5. The organic field-effect transistor as claimed in one of the
preceding claims, in which there is a short-circuiting circuit
between at least two gate electrodes.
6. The organic field-effect transistor as claimed in one of the
preceding claims, in which the first insulator layer and/or the
drain electrode are applied in patterned fashion.
7. The organic field-effect transistor as claimed in one of the
preceding claims, in which the patterning of the first insulator
layer and the patterning of the drain electrode are identical.
8. The organic field-effect transistor as claimed in one of the
preceding claims, in which the gate electrode is applied in
patterned fashion.
9. An organic field-effect transistor having a distance between
source and drain electrodes of less than 1 .mu.m at least at one
location.
10. An integrated circuit, which comprises at least one
field-effect transistor as claimed in one of claims 1 to 9.

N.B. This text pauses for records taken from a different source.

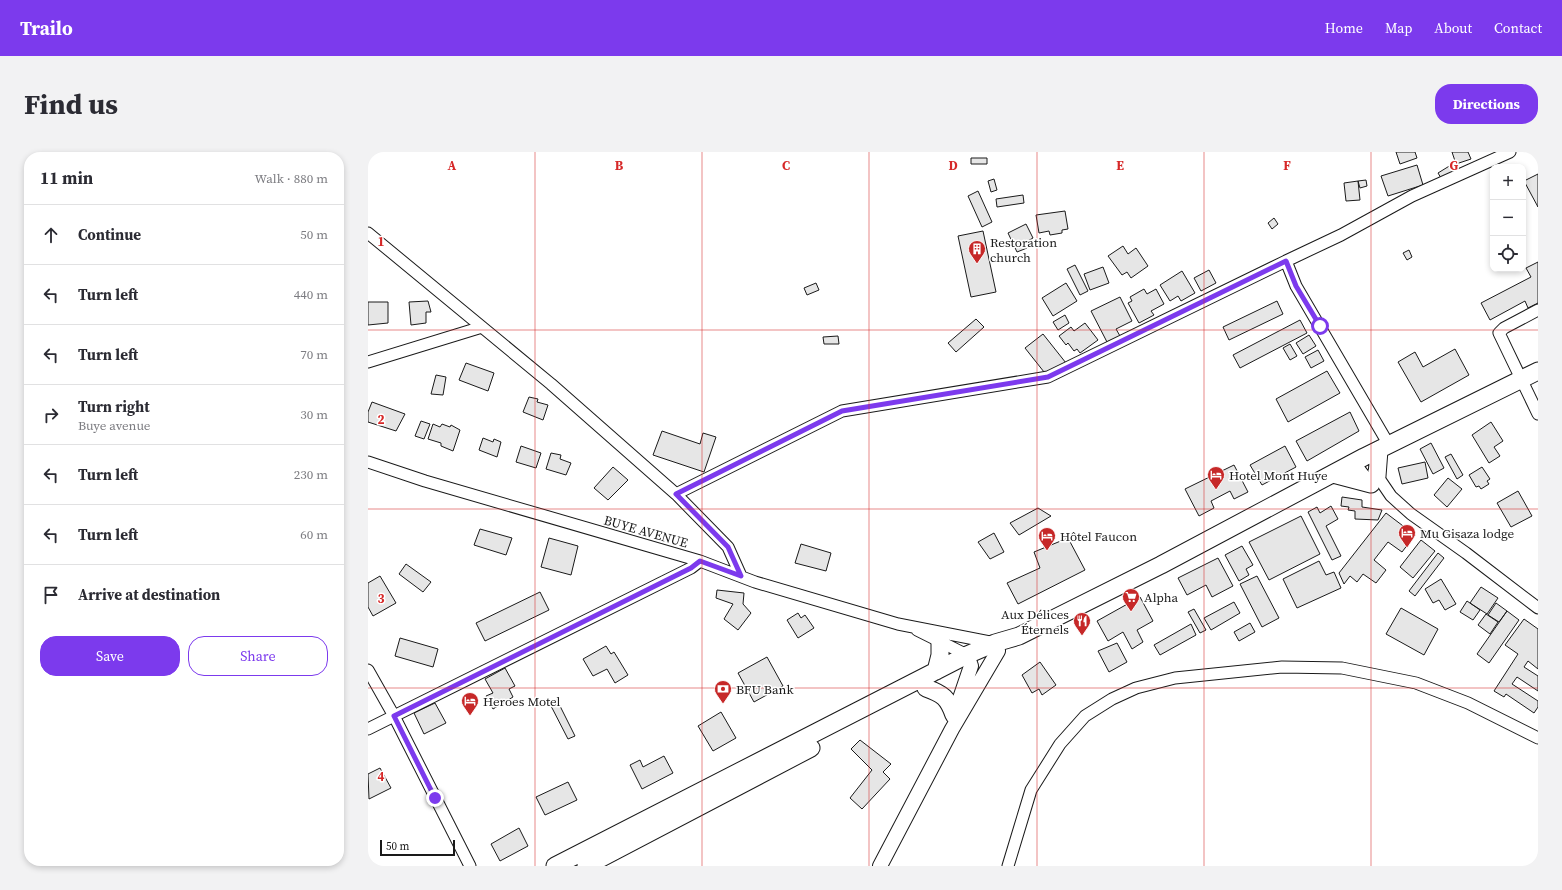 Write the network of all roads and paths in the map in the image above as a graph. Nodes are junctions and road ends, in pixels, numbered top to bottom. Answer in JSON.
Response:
{"nodes":[{"id":1,"x":1510,"y":152,"type":"edge"},
{"id":2,"x":368,"y":233,"type":"edge"},
{"id":3,"x":1286,"y":261,"type":"junction"},
{"id":4,"x":1538,"y":310,"type":"edge"},
{"id":5,"x":482,"y":327,"type":"junction"},
{"id":6,"x":368,"y":362,"type":"edge"},
{"id":7,"x":1538,"y":371,"type":"edge"},
{"id":8,"x":1522,"y":380,"type":"junction"},
{"id":9,"x":1538,"y":414,"type":"edge"},
{"id":10,"x":1371,"y":454,"type":"junction"},
{"id":11,"x":368,"y":462,"type":"edge"},
{"id":12,"x":1332,"y":474,"type":"junction"},
{"id":13,"x":1374,"y":480,"type":"junction"},
{"id":14,"x":676,"y":494,"type":"junction"},
{"id":15,"x":700,"y":561,"type":"junction"},
{"id":16,"x":741,"y":576,"type":"junction"},
{"id":17,"x":1538,"y":608,"type":"edge"},
{"id":18,"x":915,"y":628,"type":"junction"},
{"id":19,"x":940,"y":642,"type":"junction"},
{"id":20,"x":996,"y":647,"type":"junction"},
{"id":21,"x":969,"y":660,"type":"junction"},
{"id":22,"x":368,"y":670,"type":"edge"},
{"id":23,"x":936,"y":671,"type":"junction"},
{"id":24,"x":926,"y":688,"type":"junction"},
{"id":25,"x":874,"y":709,"type":"junction"},
{"id":26,"x":394,"y":716,"type":"junction"},
{"id":27,"x":953,"y":722,"type":"junction"},
{"id":28,"x":368,"y":729,"type":"edge"},
{"id":29,"x":1538,"y":738,"type":"edge"},
{"id":30,"x":470,"y":866,"type":"edge"},
{"id":31,"x":555,"y":866,"type":"edge"},
{"id":32,"x":586,"y":866,"type":"edge"},
{"id":33,"x":880,"y":866,"type":"edge"},
{"id":34,"x":1008,"y":866,"type":"edge"}],
"edges":[{"from":1,"to":3,"type":"street"},
{"from":2,"to":5,"type":"street"},
{"from":3,"to":10,"type":"street"},
{"from":3,"to":14,"type":"street"},
{"from":4,"to":8,"type":"street"},
{"from":5,"to":6,"type":"street"},
{"from":5,"to":14,"type":"street"},
{"from":7,"to":8,"type":"highway"},
{"from":8,"to":9,"type":"street"},
{"from":8,"to":10,"type":"highway"},
{"from":10,"to":12,"type":"highway"},
{"from":10,"to":13,"type":"highway"},
{"from":10,"to":13,"type":"street"},
{"from":11,"to":15,"type":"street","name":"BUYE AVENUE"},
{"from":12,"to":13,"type":"highway"},
{"from":12,"to":20,"type":"highway"},
{"from":13,"to":17,"type":"street"},
{"from":14,"to":16,"type":"street"},
{"from":15,"to":16,"type":"street","name":"BUYE AVENUE"},
{"from":15,"to":26,"type":"street"},
{"from":16,"to":18,"type":"street","name":"BUYE AVENUE"},
{"from":18,"to":19,"type":"street"},
{"from":18,"to":20,"type":"street"},
{"from":19,"to":21,"type":"street"},
{"from":19,"to":23,"type":"highway"},
{"from":20,"to":21,"type":"highway"},
{"from":20,"to":27,"type":"main road"},
{"from":21,"to":23,"type":"highway"},
{"from":21,"to":24,"type":"highway"},
{"from":21,"to":27,"type":"main road"},
{"from":22,"to":26,"type":"street"},
{"from":23,"to":25,"type":"highway"},
{"from":24,"to":25,"type":"highway"},
{"from":24,"to":27,"type":"highway"},
{"from":25,"to":31,"type":"highway"},
{"from":25,"to":32,"type":"highway"},
{"from":26,"to":28,"type":"street"},
{"from":26,"to":30,"type":"street"},
{"from":27,"to":33,"type":"main road"},
{"from":29,"to":34,"type":"street"}]}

11. The integrated circuit, in which at least two transistors are
arranged in stacked fashion.
12. The integrated circuit, in which the usable surface of the
substrate is a multiple of its actual surface.
13. The integrated circuit as claimed in one of the preceding
claims 10 to 12, which comprises at least two organic field-effect
transistors.
14. The integrated circuit as claimed in one of the preceding
claims 10 to 13, in which, with a stacked arrangement, the covering
and/or encapsulation of a lower transistor serves as substrate
and/or carrier of an upper transistor.
15. The integrated circuit as claimed in one of the preceding
claims 10 to 14, in which the encapsulation of a lower transistor,
with a stacked arrangement, has a thickness of greater than 200
nm.
16. A method for producing an integrated circuit by stacking and/or
arranging one beside the other at least two transistors.
17. The method as claimed in claim 16, in which at least two
organic field-effect transistors are stacked.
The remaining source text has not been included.